--- Exercise requirements ---
Check each line of the material. Copy those containing "Südheide".

=======

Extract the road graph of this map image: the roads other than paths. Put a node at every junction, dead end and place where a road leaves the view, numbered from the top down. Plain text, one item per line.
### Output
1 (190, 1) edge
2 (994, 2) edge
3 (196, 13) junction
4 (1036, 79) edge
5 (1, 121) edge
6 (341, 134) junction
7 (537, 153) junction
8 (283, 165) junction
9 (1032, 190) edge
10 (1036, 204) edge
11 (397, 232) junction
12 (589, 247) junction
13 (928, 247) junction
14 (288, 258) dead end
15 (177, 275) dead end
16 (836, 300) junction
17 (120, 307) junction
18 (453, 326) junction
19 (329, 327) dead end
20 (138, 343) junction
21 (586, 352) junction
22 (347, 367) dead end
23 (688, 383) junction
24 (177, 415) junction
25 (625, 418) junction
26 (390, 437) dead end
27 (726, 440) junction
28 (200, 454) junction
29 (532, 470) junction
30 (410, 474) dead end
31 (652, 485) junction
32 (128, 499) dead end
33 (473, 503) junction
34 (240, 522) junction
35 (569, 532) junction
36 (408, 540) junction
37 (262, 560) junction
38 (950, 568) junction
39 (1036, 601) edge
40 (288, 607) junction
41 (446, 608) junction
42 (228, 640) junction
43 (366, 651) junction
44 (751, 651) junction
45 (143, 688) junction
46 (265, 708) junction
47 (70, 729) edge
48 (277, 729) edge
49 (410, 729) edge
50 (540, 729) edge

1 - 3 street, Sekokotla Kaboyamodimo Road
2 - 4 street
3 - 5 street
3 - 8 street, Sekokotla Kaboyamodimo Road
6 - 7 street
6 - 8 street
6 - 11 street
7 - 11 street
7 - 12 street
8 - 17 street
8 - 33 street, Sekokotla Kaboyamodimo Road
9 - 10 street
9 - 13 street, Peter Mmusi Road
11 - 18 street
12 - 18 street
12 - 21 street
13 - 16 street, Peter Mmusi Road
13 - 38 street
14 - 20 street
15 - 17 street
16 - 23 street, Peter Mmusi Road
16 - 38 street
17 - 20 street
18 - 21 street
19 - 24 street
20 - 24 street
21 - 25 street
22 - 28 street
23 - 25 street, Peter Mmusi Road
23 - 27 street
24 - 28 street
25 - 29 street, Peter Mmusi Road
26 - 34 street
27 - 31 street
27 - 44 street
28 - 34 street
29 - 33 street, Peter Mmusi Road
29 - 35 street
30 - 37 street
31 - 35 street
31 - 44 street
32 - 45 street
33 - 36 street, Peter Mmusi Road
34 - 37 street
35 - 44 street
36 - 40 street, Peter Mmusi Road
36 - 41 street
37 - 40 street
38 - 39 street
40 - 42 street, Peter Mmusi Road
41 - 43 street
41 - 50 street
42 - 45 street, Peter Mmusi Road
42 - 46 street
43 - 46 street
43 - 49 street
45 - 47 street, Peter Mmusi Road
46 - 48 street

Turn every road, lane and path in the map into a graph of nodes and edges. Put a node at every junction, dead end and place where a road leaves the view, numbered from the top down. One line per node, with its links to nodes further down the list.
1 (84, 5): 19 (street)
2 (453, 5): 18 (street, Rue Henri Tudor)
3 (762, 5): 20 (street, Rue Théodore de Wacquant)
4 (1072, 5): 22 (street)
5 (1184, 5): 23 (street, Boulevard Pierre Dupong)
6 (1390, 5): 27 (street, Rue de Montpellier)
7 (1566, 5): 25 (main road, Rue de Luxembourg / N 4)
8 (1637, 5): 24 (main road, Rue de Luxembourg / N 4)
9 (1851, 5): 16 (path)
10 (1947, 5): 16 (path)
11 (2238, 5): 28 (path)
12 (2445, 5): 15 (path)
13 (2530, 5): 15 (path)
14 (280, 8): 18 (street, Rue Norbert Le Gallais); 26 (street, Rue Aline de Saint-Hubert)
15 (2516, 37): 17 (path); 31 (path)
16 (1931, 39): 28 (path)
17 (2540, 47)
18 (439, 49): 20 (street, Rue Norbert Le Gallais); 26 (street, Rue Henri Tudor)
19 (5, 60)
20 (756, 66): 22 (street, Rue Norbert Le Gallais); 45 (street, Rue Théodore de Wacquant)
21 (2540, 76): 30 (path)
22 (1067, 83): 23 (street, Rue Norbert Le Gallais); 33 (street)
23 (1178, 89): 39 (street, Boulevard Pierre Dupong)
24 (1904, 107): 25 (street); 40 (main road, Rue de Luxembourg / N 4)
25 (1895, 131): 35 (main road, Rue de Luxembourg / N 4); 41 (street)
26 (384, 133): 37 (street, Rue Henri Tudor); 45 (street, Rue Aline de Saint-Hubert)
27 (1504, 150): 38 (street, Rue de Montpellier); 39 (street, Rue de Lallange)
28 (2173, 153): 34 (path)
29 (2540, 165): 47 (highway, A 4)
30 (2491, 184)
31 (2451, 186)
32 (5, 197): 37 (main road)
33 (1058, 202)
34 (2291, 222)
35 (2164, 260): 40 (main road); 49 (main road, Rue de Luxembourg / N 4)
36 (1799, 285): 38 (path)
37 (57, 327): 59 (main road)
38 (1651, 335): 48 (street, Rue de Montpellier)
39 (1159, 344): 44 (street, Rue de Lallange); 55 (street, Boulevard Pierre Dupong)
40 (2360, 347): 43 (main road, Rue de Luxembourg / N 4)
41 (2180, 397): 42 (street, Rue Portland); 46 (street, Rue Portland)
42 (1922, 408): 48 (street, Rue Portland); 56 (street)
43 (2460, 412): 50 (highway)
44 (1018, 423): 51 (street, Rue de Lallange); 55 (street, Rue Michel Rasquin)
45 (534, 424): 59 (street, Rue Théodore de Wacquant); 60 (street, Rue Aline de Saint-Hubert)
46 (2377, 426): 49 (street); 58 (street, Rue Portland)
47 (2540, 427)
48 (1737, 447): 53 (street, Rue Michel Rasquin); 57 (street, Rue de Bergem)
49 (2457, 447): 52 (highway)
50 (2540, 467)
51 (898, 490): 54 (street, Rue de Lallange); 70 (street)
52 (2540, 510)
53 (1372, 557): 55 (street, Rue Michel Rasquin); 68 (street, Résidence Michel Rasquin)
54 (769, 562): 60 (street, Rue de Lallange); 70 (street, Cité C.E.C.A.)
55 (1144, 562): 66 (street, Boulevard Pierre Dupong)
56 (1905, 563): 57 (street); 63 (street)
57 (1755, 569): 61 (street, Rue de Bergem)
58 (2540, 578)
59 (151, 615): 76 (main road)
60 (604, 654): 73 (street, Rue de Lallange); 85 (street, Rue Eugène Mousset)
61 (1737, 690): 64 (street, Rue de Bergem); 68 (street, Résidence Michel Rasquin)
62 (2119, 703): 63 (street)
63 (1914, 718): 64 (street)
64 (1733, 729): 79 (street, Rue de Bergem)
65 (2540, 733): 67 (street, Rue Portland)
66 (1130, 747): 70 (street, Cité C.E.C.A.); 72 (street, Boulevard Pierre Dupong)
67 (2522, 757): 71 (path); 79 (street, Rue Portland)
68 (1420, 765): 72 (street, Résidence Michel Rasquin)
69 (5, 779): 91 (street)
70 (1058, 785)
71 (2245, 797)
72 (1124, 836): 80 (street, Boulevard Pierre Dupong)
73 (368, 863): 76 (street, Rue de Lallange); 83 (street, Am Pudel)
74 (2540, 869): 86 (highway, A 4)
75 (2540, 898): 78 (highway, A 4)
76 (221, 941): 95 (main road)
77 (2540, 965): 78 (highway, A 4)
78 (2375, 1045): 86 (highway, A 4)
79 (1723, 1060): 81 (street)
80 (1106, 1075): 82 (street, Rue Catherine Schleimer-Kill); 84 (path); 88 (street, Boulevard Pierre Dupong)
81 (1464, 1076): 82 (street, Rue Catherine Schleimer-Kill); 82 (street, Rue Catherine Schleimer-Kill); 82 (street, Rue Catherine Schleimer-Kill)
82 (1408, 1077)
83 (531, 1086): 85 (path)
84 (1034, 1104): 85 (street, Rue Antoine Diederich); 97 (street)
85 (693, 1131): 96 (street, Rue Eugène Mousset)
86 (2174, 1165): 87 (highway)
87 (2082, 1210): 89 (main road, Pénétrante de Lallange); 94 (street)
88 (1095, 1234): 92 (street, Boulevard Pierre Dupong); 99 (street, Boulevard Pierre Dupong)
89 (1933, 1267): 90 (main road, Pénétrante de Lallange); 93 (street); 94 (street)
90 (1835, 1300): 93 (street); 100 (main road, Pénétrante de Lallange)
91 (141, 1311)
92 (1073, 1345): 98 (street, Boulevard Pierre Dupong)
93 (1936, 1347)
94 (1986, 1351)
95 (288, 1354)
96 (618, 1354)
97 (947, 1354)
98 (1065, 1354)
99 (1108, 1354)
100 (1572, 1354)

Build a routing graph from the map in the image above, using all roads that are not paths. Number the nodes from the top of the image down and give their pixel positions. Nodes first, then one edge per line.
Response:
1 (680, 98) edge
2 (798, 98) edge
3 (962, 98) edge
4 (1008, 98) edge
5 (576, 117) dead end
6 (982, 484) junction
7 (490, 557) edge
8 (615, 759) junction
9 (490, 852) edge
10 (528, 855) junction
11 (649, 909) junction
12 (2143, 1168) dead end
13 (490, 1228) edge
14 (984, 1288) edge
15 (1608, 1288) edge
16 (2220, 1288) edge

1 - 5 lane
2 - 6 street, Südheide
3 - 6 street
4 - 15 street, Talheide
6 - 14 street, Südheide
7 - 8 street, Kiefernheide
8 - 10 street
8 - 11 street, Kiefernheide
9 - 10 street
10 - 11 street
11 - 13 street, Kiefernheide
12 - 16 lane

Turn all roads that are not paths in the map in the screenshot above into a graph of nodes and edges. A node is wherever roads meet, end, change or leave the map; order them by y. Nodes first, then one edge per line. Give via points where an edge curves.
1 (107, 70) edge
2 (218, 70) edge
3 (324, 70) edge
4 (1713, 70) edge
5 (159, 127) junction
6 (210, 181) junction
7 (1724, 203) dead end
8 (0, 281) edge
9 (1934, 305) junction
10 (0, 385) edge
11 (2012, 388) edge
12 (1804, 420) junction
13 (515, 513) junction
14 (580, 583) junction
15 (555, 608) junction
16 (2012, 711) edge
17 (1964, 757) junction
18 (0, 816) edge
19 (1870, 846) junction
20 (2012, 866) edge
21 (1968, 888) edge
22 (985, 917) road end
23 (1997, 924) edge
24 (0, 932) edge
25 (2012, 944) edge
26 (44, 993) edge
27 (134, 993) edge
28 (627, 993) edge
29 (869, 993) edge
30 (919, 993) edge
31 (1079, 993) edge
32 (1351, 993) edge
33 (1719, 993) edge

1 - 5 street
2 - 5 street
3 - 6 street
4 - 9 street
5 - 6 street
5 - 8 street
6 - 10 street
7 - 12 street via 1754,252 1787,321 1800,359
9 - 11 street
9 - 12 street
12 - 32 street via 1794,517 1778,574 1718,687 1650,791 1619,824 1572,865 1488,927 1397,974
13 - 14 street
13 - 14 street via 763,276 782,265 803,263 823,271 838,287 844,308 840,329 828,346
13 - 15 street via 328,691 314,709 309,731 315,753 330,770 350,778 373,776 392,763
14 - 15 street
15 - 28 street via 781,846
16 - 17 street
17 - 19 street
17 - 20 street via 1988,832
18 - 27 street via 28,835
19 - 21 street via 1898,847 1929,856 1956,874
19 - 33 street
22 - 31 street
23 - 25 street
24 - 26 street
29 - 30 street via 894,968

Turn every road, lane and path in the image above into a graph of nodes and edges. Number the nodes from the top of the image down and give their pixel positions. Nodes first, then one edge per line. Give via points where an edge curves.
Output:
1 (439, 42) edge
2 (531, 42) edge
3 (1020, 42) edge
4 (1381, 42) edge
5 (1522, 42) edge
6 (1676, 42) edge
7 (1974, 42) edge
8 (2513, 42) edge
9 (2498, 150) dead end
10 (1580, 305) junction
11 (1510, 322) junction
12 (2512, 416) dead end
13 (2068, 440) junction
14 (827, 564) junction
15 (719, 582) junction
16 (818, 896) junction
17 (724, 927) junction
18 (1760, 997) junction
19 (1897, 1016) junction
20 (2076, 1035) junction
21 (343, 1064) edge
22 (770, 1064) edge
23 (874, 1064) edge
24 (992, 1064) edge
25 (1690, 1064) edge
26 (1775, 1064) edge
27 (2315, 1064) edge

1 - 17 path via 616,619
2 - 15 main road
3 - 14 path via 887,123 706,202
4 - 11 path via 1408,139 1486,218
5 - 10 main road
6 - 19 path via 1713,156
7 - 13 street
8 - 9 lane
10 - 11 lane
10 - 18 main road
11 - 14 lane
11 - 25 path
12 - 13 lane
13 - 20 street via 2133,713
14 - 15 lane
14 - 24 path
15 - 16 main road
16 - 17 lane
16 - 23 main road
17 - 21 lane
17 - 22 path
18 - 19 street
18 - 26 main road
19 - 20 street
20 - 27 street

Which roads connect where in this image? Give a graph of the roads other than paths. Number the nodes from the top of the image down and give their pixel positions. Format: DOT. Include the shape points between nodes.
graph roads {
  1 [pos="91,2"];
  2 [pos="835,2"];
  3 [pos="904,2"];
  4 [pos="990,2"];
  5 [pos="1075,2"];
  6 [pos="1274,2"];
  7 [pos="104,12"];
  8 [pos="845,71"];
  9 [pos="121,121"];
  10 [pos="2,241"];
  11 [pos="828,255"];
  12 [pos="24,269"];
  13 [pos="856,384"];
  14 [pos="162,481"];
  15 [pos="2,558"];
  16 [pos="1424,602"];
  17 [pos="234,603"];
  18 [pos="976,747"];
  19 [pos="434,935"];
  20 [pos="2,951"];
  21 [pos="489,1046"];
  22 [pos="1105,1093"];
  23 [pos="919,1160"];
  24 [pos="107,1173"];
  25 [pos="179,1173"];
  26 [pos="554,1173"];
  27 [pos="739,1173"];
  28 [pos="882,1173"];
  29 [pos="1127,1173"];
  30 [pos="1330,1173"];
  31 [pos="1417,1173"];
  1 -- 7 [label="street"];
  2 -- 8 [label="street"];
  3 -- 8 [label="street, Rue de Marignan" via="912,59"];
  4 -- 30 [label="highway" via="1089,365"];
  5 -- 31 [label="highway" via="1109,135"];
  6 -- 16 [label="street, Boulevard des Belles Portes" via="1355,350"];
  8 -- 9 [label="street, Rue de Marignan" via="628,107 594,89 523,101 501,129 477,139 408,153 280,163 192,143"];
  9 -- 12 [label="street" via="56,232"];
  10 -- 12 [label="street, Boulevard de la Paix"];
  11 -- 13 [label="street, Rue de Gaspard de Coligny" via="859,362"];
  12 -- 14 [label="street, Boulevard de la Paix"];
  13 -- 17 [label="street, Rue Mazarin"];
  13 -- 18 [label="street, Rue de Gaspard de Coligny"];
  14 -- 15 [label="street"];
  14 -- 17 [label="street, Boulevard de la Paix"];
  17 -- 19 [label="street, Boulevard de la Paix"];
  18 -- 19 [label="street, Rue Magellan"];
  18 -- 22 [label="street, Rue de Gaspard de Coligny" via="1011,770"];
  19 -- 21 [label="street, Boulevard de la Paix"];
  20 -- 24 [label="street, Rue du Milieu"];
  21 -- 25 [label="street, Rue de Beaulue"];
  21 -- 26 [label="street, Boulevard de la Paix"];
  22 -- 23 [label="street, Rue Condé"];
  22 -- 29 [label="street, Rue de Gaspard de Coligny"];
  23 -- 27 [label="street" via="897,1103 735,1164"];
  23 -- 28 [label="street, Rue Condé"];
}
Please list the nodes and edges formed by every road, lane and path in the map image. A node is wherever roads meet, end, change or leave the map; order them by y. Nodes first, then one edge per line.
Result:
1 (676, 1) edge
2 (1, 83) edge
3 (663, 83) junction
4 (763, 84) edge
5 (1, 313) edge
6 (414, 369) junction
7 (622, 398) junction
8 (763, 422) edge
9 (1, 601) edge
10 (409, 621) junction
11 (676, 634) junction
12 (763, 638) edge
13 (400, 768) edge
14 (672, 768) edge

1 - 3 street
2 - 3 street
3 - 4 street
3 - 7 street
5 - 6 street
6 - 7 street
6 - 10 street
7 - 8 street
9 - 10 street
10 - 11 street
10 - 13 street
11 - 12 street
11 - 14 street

=======

--- Solution to this exercise ---
2 - 6 street, Südheide
6 - 14 street, Südheide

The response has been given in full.